GOAL OF THE EXERCISE:
Below are the entries; state how many of their lines contain the string "Xavier", and nothing more.

****************

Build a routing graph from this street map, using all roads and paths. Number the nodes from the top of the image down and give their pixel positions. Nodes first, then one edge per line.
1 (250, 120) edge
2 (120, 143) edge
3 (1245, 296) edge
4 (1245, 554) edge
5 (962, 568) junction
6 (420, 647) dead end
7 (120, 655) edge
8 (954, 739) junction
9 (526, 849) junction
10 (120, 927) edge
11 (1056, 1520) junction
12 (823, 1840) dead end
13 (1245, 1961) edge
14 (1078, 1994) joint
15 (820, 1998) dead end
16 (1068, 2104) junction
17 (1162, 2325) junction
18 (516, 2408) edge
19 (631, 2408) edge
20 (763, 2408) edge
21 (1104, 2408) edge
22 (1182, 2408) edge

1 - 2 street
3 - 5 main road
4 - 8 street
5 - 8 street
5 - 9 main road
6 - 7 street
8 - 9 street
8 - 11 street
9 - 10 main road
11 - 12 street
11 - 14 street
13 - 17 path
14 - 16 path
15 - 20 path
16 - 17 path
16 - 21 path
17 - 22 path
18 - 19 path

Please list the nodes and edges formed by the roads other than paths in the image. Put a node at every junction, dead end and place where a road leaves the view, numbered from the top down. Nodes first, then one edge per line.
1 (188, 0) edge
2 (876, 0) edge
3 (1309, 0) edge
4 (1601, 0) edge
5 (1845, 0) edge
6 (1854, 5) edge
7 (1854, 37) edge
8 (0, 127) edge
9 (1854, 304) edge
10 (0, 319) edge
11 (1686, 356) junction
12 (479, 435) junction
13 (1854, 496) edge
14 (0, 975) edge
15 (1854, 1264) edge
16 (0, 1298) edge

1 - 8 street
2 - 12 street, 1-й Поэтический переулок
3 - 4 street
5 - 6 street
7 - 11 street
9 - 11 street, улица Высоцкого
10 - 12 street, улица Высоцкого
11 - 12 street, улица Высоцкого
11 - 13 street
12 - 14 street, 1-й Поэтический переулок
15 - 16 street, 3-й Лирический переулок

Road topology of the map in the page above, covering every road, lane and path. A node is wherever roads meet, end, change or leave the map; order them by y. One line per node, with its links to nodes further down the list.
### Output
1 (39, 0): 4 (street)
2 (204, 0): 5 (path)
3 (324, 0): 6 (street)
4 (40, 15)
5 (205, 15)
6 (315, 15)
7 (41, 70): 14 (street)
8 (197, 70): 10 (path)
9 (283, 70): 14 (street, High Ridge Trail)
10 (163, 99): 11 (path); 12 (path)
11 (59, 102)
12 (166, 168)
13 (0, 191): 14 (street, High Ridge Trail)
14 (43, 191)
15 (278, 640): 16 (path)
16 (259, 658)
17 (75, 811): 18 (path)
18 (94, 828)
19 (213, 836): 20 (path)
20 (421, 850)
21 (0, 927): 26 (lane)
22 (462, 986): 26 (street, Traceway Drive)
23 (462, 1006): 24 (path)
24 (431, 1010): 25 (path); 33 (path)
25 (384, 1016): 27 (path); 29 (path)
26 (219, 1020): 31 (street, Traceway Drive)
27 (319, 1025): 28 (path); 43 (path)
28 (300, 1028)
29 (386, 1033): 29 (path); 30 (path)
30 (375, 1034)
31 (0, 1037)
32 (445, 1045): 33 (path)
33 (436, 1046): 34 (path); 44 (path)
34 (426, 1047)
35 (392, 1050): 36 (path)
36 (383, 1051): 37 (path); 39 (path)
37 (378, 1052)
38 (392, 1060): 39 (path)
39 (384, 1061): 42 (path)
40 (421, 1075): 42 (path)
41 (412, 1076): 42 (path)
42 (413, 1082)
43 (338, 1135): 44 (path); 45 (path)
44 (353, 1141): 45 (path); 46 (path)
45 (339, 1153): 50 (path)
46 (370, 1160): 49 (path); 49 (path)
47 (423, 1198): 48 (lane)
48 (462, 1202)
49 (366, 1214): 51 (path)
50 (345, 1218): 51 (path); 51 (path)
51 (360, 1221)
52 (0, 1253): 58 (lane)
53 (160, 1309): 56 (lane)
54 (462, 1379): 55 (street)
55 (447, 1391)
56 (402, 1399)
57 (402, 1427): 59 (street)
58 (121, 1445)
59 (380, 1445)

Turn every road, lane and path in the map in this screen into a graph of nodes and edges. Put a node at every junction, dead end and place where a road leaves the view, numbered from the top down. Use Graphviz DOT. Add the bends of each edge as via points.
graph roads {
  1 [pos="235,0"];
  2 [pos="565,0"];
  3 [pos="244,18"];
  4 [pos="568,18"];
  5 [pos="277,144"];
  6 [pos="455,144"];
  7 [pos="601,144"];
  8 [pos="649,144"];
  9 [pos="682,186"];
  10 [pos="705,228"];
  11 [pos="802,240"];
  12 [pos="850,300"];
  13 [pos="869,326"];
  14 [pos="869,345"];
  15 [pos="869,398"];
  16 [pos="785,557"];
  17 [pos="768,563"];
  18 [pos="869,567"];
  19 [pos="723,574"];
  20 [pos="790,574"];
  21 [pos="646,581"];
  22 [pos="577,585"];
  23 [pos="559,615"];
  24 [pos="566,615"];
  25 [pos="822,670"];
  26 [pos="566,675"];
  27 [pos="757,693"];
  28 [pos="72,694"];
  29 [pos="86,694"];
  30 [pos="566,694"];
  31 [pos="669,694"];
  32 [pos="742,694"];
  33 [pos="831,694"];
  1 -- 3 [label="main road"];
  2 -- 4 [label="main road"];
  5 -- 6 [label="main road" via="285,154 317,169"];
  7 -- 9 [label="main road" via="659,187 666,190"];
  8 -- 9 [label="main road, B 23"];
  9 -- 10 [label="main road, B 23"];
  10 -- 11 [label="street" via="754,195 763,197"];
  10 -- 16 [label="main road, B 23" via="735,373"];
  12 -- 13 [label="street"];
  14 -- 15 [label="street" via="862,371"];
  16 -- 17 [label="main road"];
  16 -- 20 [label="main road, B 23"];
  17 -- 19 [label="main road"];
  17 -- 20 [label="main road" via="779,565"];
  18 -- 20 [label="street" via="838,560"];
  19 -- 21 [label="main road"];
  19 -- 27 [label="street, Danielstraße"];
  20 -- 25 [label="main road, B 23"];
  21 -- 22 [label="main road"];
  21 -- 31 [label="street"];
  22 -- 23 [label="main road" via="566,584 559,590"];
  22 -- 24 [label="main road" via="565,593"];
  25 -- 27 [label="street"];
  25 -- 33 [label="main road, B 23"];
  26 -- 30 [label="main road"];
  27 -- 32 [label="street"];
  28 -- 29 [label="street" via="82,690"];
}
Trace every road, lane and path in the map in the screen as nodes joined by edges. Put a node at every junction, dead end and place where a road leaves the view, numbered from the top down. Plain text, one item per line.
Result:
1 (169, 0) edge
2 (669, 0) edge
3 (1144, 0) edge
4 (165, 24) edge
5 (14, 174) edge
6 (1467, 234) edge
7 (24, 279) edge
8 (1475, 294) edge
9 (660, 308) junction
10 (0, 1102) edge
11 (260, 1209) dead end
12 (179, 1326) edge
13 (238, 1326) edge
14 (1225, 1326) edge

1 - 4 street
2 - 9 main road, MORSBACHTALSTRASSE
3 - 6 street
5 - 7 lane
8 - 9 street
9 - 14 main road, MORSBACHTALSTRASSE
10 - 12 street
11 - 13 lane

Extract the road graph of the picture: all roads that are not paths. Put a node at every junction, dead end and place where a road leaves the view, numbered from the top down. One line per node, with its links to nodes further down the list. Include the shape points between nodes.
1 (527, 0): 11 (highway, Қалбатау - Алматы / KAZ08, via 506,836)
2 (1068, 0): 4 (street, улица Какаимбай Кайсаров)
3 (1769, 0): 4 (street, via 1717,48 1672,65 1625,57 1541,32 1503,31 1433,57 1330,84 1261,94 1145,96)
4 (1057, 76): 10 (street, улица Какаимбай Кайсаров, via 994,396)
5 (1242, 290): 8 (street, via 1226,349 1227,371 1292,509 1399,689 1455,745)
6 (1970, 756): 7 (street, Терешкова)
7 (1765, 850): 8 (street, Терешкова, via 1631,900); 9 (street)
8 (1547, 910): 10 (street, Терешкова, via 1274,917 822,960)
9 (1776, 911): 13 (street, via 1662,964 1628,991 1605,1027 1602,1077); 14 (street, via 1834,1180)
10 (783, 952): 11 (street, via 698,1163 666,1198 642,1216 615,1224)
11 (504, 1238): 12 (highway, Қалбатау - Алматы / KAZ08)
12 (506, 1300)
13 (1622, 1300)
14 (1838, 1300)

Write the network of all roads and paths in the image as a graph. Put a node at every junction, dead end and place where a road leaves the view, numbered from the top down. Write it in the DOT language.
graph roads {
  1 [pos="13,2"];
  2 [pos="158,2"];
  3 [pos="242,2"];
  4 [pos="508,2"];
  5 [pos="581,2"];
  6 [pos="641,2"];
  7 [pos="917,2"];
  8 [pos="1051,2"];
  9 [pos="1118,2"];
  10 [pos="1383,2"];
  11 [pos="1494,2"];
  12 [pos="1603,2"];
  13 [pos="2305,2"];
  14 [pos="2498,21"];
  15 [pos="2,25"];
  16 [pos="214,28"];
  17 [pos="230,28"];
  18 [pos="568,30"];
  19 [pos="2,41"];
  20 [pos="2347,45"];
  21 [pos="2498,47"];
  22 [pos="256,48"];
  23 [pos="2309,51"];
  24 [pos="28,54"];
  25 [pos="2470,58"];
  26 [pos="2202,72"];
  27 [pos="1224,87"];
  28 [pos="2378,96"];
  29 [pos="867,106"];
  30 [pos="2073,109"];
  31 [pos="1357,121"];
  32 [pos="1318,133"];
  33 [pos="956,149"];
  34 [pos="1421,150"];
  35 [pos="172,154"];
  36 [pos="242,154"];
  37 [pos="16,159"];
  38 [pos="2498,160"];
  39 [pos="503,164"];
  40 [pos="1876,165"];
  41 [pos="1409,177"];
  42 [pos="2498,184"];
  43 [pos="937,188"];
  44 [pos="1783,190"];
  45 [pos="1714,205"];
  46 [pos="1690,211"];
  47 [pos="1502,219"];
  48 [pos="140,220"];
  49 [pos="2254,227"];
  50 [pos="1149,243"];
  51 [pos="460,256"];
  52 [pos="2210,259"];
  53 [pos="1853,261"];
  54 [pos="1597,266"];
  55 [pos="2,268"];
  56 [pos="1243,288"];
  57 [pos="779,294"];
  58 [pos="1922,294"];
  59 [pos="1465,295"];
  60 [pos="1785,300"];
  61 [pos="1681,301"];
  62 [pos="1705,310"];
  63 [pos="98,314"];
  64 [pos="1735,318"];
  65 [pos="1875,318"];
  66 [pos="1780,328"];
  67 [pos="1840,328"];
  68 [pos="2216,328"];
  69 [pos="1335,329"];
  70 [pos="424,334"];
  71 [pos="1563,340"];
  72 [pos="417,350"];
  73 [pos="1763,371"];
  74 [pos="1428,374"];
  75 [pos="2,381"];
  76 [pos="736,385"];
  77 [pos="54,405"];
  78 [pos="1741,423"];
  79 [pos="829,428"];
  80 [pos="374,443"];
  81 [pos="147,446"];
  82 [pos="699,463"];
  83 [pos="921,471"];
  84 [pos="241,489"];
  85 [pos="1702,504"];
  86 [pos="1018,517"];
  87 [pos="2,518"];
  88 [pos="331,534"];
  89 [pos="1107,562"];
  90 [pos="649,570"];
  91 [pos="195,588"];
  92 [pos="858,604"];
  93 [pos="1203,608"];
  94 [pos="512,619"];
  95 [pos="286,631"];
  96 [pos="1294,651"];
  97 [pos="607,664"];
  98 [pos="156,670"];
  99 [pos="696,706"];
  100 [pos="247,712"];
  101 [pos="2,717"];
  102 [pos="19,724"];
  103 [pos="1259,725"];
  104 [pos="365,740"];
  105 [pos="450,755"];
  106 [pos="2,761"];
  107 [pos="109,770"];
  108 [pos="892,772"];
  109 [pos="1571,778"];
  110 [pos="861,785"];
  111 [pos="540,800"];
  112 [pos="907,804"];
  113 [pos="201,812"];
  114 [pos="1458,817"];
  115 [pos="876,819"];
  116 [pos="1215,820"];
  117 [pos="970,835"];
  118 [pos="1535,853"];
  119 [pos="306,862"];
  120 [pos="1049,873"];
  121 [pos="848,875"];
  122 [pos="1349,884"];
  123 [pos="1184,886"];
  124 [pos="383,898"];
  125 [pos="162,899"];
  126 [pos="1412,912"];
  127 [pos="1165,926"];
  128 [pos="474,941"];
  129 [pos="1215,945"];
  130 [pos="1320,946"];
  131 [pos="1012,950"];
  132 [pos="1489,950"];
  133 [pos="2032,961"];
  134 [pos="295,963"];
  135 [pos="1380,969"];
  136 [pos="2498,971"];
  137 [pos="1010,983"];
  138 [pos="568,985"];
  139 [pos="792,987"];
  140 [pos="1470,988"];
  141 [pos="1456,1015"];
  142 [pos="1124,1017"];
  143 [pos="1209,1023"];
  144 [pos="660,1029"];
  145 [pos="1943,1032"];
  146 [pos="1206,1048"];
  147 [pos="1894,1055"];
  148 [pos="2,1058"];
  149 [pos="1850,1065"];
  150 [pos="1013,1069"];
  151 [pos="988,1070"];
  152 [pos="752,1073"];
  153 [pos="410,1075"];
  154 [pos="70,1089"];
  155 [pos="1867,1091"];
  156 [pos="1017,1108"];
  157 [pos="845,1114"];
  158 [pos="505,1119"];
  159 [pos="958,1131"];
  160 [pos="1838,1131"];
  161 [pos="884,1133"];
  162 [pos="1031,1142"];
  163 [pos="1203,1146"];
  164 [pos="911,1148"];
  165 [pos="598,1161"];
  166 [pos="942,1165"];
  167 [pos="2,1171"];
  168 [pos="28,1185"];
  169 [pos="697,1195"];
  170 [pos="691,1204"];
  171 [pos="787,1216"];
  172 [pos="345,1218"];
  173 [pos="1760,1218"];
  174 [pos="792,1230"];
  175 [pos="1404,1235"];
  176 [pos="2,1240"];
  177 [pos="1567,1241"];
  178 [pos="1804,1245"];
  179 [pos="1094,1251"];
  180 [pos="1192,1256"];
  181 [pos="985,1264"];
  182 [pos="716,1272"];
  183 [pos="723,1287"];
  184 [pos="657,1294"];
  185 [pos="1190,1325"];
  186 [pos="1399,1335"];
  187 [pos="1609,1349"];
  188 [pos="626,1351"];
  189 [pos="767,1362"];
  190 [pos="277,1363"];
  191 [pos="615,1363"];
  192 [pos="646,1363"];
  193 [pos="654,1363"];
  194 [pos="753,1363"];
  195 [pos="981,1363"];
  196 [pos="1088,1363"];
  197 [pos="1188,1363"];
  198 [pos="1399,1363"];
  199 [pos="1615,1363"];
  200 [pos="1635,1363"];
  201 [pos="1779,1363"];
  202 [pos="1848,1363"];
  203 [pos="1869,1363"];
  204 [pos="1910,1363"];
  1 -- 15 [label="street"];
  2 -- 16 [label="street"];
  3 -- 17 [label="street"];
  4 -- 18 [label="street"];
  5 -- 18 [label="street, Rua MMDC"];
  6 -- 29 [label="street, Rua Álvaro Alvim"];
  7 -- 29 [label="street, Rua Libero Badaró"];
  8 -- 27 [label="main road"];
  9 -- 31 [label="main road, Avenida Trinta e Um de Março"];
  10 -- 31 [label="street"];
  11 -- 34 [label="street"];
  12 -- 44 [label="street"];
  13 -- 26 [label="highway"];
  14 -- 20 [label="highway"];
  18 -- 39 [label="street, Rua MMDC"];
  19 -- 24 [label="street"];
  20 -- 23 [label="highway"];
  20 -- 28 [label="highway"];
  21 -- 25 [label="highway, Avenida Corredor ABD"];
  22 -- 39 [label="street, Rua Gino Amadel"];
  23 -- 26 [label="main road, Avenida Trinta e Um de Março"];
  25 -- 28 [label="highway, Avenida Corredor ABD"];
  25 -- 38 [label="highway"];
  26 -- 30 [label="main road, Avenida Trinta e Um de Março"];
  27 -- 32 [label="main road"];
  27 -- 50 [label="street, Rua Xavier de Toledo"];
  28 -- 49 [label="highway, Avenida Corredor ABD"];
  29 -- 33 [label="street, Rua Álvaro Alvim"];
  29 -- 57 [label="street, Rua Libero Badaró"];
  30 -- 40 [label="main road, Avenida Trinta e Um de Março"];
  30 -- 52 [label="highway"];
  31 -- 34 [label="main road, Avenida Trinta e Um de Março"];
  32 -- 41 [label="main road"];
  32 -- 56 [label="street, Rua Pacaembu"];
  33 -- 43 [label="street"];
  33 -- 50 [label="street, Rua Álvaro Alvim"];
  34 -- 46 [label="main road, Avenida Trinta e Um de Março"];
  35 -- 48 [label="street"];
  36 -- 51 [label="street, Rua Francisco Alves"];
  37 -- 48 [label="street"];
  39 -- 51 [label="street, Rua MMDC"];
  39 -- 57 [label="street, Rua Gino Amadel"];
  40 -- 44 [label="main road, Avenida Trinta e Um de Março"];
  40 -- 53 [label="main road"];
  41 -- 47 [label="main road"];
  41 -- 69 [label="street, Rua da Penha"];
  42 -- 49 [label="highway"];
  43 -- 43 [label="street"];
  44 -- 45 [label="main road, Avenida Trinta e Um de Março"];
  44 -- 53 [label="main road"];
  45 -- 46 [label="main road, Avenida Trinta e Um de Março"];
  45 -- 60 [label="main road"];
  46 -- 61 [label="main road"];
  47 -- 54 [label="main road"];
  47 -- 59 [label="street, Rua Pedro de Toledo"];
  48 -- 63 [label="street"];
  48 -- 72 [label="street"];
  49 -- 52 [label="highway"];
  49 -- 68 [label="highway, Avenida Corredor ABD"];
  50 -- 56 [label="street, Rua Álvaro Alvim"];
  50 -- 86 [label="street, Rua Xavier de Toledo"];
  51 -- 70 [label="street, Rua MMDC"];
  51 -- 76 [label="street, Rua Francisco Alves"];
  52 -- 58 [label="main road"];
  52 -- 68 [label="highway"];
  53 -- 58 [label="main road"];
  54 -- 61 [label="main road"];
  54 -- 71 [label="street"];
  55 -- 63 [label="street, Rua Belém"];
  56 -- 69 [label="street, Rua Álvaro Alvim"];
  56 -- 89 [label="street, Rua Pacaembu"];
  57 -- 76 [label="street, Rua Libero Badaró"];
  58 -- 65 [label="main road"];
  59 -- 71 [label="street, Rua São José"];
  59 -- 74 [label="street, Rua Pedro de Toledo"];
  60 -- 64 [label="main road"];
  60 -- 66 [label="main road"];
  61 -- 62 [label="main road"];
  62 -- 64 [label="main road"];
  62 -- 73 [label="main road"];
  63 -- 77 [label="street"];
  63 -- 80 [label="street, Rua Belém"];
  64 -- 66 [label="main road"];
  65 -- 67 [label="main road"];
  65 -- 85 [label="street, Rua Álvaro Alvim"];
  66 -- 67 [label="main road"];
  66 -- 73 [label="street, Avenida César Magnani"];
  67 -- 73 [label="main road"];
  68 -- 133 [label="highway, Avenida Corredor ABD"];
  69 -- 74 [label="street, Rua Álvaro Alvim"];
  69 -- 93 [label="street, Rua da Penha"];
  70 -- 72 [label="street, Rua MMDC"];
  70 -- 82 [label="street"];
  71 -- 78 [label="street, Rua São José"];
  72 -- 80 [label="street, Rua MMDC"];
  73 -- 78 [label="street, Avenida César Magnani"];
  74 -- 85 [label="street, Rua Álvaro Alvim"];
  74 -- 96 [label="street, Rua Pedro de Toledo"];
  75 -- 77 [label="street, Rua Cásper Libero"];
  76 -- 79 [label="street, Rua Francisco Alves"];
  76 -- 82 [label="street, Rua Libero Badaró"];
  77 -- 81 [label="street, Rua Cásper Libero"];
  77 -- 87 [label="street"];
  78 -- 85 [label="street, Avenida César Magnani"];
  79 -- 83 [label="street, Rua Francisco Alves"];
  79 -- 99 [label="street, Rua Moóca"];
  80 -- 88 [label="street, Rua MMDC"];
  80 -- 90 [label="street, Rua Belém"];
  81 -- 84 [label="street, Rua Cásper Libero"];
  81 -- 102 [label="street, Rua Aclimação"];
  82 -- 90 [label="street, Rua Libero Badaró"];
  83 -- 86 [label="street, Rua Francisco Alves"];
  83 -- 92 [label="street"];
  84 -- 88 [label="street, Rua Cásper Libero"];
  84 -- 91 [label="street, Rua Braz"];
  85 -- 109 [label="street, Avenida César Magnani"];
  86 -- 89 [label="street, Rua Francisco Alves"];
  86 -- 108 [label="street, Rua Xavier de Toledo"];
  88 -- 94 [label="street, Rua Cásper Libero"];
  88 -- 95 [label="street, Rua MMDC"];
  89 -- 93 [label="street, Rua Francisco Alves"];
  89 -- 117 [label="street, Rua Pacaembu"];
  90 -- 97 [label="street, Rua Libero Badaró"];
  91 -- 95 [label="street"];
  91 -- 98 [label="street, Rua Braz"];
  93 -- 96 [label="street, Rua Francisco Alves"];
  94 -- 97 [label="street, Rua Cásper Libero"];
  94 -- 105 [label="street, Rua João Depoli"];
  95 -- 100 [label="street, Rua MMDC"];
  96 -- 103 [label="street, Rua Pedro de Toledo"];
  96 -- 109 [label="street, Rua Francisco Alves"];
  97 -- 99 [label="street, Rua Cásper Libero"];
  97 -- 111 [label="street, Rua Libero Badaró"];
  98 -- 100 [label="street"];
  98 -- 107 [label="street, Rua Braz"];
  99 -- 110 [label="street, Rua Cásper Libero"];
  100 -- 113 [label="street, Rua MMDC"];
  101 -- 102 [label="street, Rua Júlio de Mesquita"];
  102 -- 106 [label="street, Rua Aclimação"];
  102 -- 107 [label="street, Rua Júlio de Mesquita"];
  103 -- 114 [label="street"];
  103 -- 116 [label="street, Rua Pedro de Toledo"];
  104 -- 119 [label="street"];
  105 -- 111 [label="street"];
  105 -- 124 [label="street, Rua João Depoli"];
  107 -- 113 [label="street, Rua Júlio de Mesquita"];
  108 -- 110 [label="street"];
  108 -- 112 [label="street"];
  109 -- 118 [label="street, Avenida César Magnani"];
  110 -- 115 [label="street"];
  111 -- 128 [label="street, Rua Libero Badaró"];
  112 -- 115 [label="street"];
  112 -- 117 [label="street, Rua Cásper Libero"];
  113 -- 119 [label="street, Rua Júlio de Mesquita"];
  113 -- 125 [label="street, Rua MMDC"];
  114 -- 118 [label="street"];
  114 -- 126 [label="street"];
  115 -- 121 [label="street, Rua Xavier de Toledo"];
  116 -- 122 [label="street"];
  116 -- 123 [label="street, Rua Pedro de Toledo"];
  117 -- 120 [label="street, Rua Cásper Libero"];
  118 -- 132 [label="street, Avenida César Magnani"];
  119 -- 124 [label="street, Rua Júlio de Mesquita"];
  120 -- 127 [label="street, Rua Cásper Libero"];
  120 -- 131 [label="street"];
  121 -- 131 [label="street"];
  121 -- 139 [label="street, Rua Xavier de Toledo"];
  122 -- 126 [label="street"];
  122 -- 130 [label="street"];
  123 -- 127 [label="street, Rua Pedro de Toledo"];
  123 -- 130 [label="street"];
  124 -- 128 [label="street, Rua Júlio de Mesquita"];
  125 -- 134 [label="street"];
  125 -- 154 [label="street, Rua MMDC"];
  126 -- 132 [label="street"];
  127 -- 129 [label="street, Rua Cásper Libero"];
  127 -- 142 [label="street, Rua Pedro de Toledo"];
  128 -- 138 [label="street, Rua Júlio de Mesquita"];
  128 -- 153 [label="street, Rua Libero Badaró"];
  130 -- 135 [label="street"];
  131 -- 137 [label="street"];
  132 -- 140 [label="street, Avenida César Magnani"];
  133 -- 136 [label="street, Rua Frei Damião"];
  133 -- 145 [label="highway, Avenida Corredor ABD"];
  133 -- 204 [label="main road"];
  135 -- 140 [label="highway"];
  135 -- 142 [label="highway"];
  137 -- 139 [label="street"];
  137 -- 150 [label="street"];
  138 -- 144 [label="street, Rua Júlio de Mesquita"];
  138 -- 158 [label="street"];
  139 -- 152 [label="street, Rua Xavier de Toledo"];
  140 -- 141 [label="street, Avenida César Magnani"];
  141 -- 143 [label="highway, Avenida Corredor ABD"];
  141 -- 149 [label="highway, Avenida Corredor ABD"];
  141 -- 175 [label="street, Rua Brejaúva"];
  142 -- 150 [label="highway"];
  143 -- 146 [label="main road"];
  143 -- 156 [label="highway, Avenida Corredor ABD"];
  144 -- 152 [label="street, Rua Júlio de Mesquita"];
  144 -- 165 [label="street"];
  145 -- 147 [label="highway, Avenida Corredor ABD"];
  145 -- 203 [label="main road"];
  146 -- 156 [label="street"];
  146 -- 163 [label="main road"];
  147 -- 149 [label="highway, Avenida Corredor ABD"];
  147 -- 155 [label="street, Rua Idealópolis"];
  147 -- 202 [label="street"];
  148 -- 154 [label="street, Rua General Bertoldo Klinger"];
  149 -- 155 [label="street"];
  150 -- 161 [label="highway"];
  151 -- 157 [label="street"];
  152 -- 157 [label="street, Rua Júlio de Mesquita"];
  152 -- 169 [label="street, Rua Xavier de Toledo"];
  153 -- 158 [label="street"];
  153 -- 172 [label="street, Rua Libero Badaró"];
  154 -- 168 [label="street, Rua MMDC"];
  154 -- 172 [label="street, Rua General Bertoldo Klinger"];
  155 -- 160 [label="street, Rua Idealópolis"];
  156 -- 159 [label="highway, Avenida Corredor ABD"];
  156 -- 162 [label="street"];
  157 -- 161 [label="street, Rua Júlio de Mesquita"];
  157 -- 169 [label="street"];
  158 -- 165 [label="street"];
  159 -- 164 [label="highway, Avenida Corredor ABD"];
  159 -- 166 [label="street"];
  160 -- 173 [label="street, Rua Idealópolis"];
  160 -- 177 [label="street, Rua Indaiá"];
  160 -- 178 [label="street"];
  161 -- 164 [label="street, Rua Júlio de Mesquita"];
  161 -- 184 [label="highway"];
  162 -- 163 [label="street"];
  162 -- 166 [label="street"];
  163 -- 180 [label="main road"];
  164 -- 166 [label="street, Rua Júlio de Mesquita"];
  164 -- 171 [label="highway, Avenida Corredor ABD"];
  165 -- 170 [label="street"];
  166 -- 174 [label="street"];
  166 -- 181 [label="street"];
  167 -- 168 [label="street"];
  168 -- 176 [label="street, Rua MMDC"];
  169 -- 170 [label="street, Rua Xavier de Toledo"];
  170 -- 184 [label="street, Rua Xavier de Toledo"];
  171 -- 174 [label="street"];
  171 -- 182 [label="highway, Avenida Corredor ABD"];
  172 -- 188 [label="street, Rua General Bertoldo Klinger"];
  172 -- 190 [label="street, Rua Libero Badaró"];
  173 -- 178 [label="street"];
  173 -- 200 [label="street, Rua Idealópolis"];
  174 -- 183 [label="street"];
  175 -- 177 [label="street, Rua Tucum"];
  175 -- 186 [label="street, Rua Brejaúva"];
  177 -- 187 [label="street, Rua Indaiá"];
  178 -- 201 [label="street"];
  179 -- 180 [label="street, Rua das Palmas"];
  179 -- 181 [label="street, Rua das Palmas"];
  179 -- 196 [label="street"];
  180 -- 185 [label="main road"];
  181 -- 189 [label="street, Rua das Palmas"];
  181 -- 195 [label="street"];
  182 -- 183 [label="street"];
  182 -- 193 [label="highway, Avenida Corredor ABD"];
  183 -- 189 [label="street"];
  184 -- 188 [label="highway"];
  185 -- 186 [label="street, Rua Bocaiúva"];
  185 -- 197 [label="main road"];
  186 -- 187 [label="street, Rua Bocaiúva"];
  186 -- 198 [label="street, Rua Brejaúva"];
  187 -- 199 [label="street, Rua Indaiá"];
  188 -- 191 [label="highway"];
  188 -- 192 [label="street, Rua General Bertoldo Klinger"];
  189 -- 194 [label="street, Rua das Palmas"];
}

****************

YOUR RESPONSE:
9